**** Study material

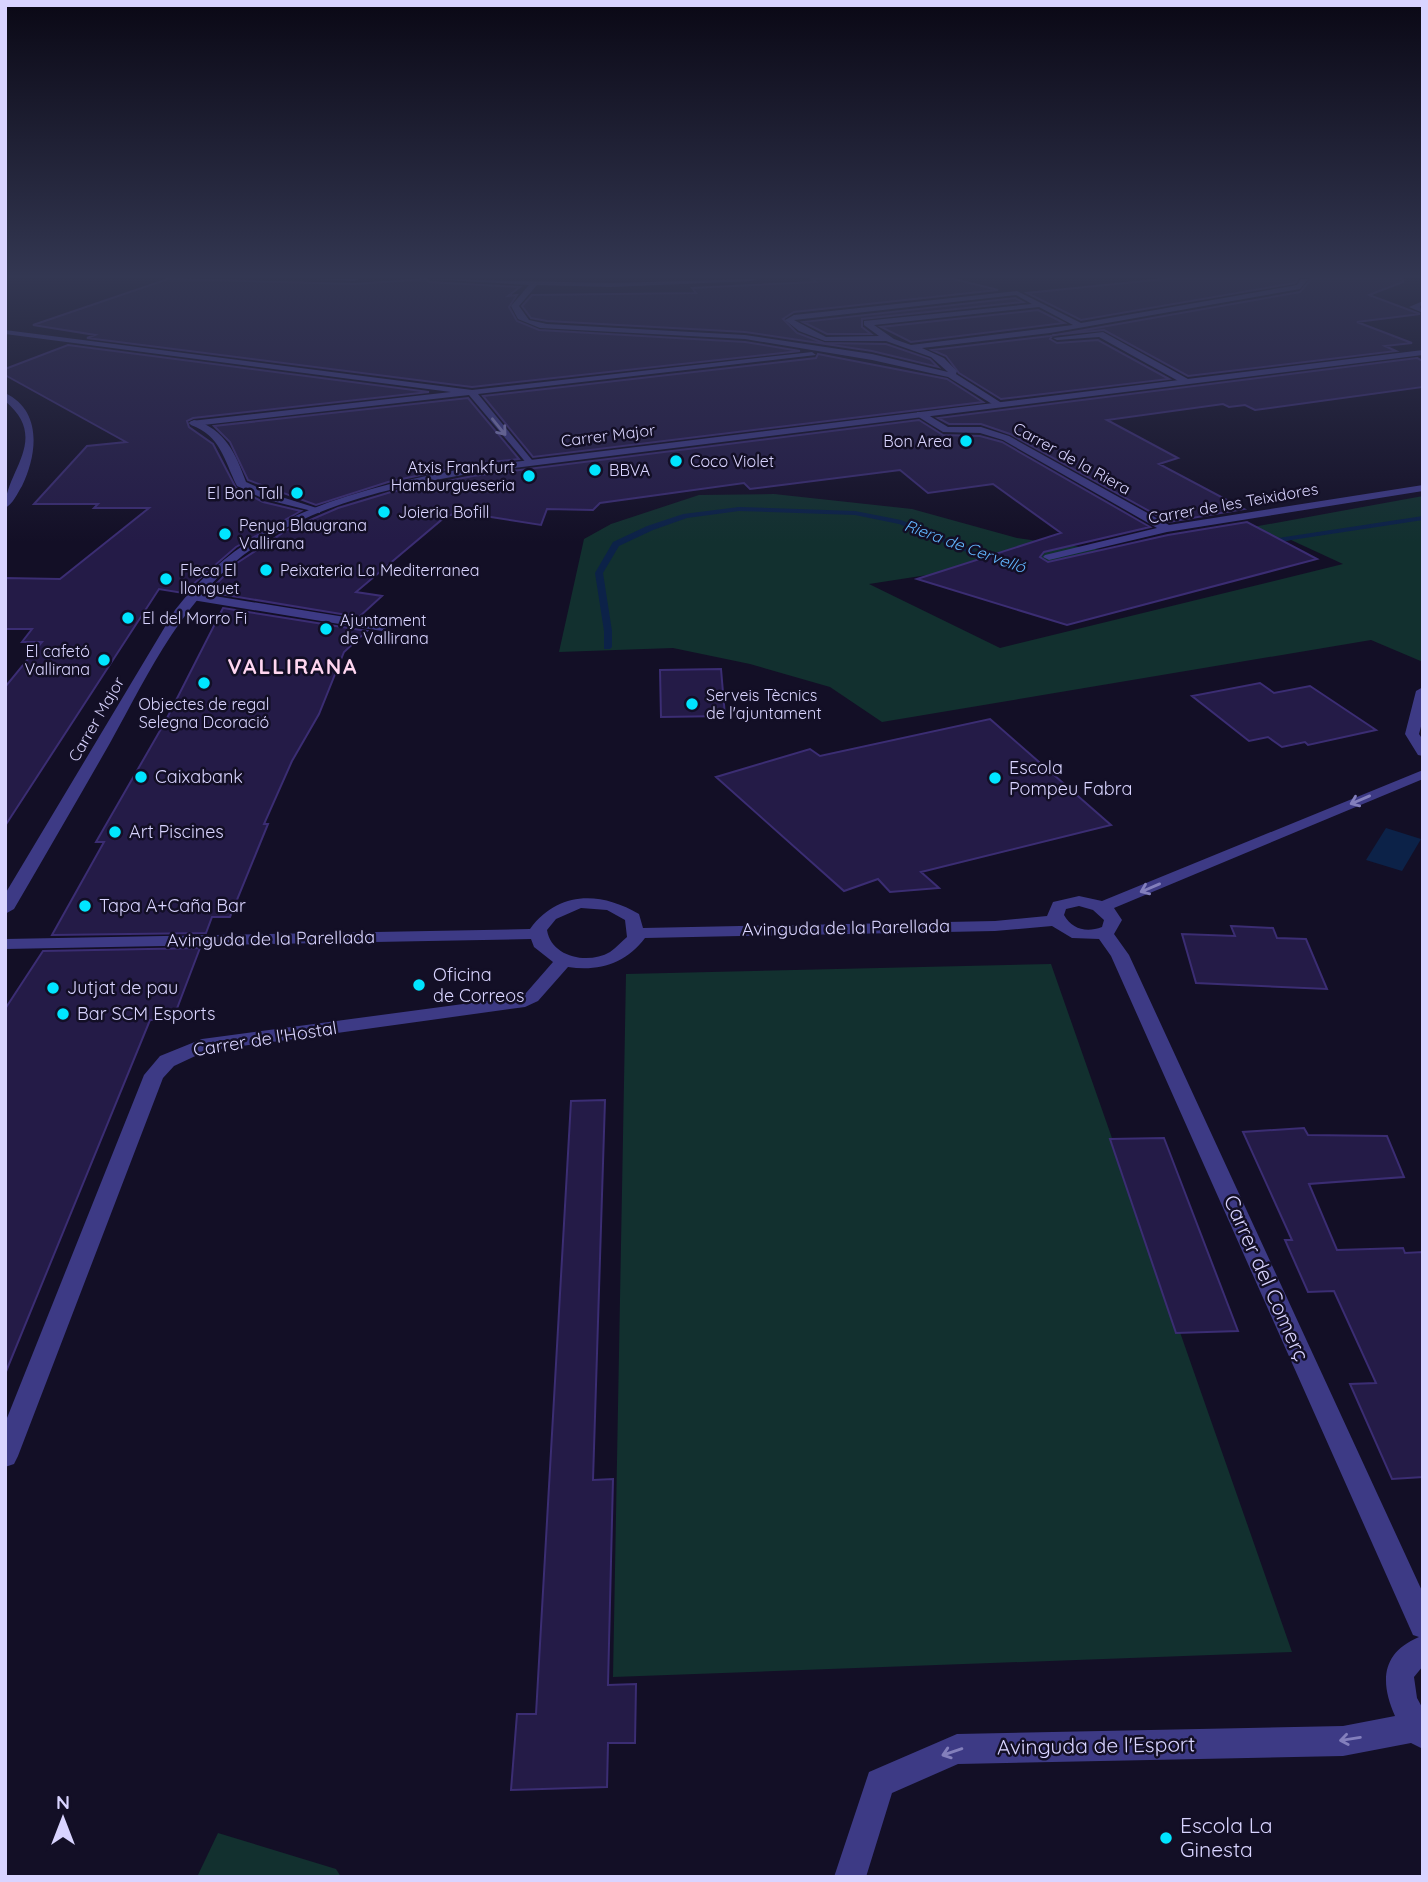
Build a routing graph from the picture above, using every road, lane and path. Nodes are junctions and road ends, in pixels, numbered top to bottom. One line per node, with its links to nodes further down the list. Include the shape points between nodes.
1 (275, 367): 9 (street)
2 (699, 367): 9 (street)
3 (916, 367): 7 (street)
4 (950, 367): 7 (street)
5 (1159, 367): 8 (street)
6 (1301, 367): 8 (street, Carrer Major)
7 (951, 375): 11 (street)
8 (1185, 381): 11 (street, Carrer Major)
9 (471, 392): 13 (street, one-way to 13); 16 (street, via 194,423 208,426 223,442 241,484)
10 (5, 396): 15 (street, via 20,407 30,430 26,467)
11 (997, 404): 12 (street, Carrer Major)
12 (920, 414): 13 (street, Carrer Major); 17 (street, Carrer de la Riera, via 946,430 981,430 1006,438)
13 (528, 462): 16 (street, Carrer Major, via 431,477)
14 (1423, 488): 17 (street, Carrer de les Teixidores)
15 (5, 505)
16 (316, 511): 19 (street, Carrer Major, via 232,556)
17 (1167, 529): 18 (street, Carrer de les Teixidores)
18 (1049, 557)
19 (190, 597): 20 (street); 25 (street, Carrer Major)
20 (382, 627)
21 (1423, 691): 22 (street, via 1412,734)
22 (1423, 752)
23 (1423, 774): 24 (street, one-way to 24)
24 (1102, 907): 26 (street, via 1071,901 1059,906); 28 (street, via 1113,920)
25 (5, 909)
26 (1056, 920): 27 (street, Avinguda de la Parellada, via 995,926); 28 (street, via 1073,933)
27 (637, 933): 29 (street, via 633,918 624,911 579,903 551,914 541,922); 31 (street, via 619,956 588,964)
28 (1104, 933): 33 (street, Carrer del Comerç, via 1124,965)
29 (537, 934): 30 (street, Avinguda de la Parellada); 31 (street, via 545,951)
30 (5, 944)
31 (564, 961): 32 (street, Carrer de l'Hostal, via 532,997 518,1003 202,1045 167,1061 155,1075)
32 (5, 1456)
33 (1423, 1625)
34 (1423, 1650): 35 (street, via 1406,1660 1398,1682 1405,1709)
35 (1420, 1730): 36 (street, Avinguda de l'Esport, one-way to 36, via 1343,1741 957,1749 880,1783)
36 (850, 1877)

********
**** Study material

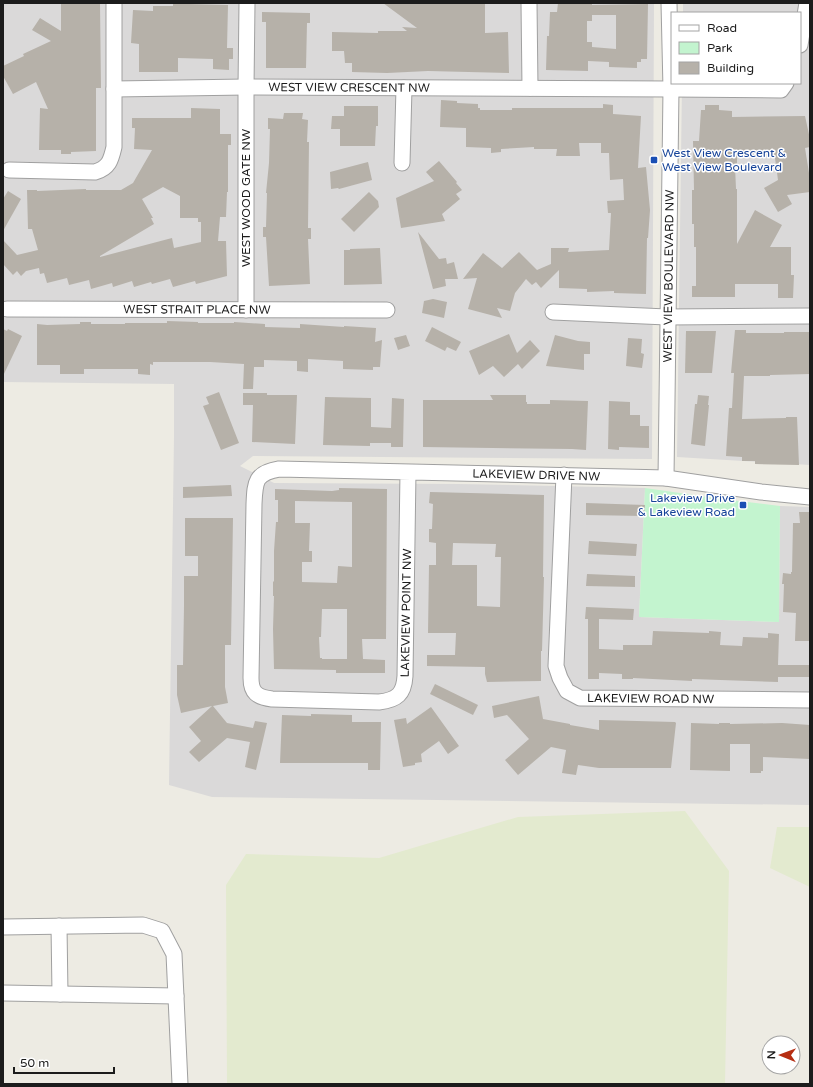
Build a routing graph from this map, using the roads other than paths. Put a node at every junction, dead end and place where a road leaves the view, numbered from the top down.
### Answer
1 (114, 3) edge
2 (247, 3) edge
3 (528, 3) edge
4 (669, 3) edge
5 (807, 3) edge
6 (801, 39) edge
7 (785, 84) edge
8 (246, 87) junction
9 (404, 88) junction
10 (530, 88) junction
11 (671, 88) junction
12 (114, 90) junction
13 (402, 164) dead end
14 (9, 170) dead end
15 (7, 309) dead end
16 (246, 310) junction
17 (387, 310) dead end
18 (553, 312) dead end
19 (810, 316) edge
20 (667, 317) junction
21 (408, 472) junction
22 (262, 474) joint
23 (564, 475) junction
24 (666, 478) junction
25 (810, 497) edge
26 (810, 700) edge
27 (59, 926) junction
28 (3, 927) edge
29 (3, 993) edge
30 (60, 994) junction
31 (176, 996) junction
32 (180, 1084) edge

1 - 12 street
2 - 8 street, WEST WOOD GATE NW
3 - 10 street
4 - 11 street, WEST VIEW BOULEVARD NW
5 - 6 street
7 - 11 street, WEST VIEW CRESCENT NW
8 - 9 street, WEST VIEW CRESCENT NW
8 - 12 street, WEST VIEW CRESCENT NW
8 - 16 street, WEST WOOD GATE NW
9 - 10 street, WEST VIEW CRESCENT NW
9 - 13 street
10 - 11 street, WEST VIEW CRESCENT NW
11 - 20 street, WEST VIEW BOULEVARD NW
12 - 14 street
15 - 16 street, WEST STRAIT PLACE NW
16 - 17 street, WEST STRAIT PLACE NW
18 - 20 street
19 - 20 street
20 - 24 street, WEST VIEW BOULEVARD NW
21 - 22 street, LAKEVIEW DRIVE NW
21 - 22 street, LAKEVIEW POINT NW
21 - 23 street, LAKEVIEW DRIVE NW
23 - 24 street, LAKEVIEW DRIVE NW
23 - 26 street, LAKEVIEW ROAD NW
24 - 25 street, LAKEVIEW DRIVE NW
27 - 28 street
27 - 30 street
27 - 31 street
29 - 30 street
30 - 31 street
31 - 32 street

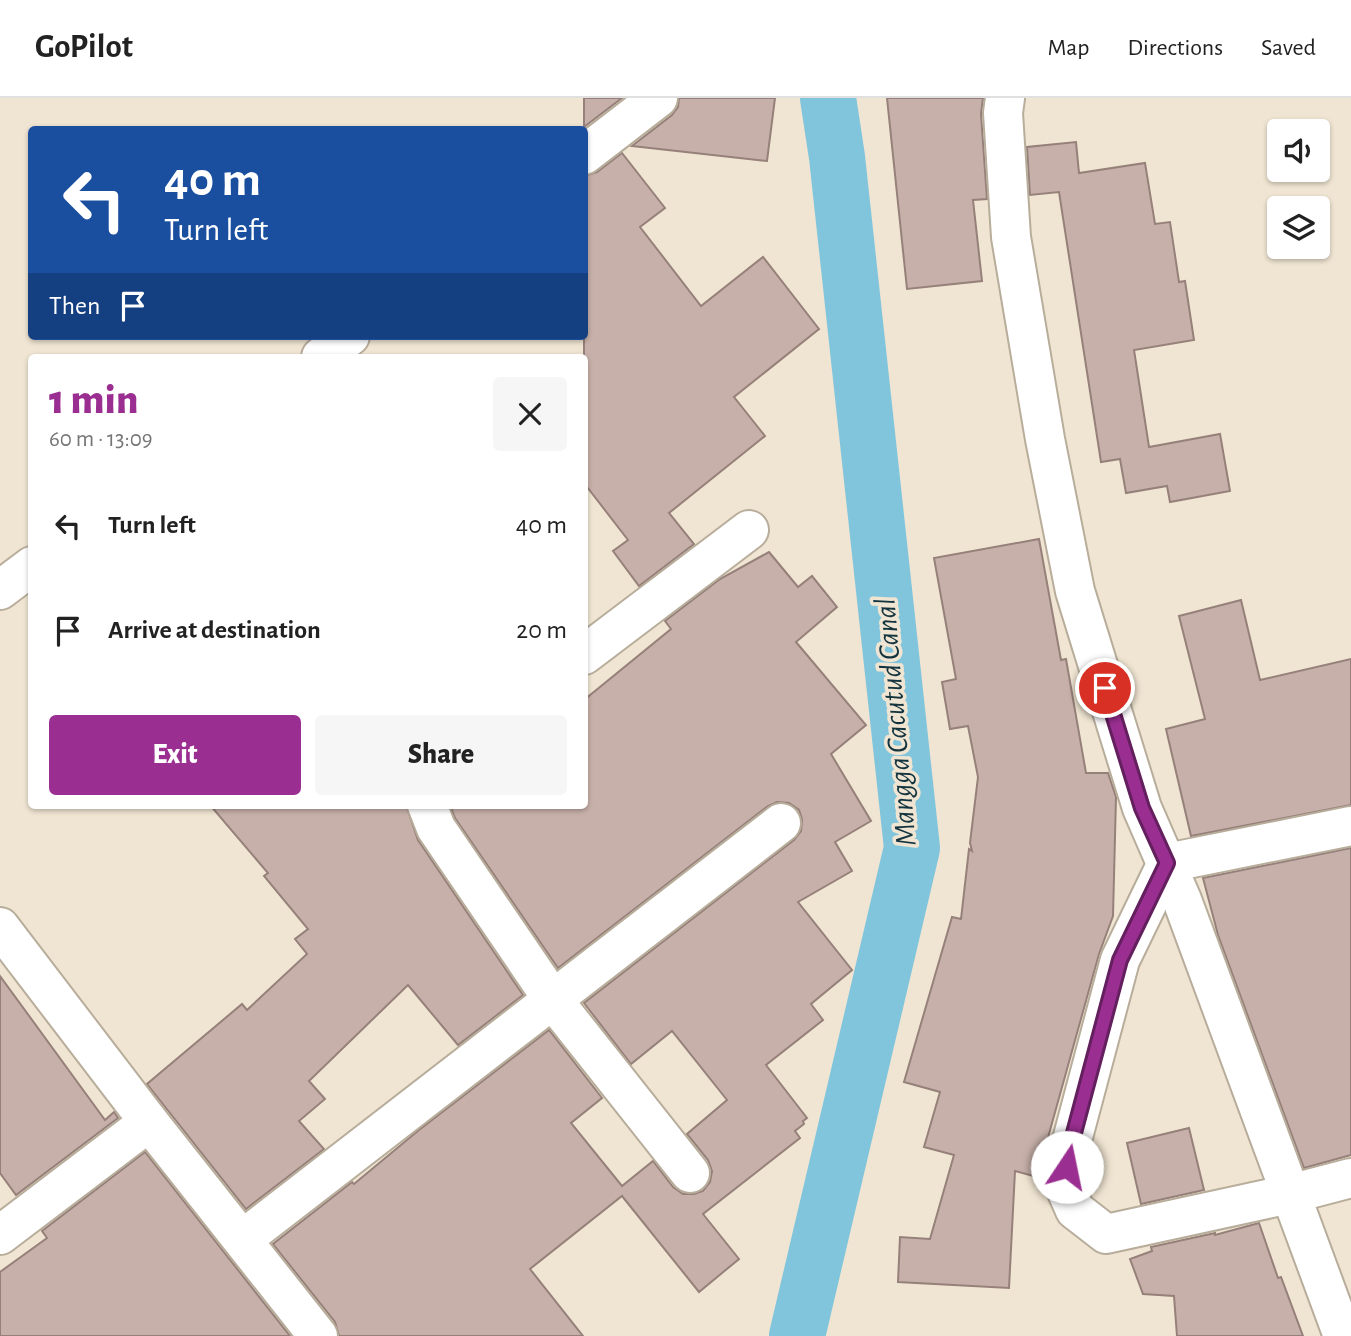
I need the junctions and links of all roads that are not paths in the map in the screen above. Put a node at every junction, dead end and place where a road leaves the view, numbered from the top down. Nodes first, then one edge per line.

********

• [Exercise prompt]: Every line holding the word "leaves" should be copied out of the records above.

• [Response to the exercise]:
Build a routing graph from this map, using the roads other than paths. Put a node at every junction, dead end and place where a road leaves the view, numbered from the top down.
I need the junctions and links of all roads that are not paths in the map in the screen above. Put a node at every junction, dead end and place where a road leaves the view, numbered from the top down. Nodes first, then one edge per line.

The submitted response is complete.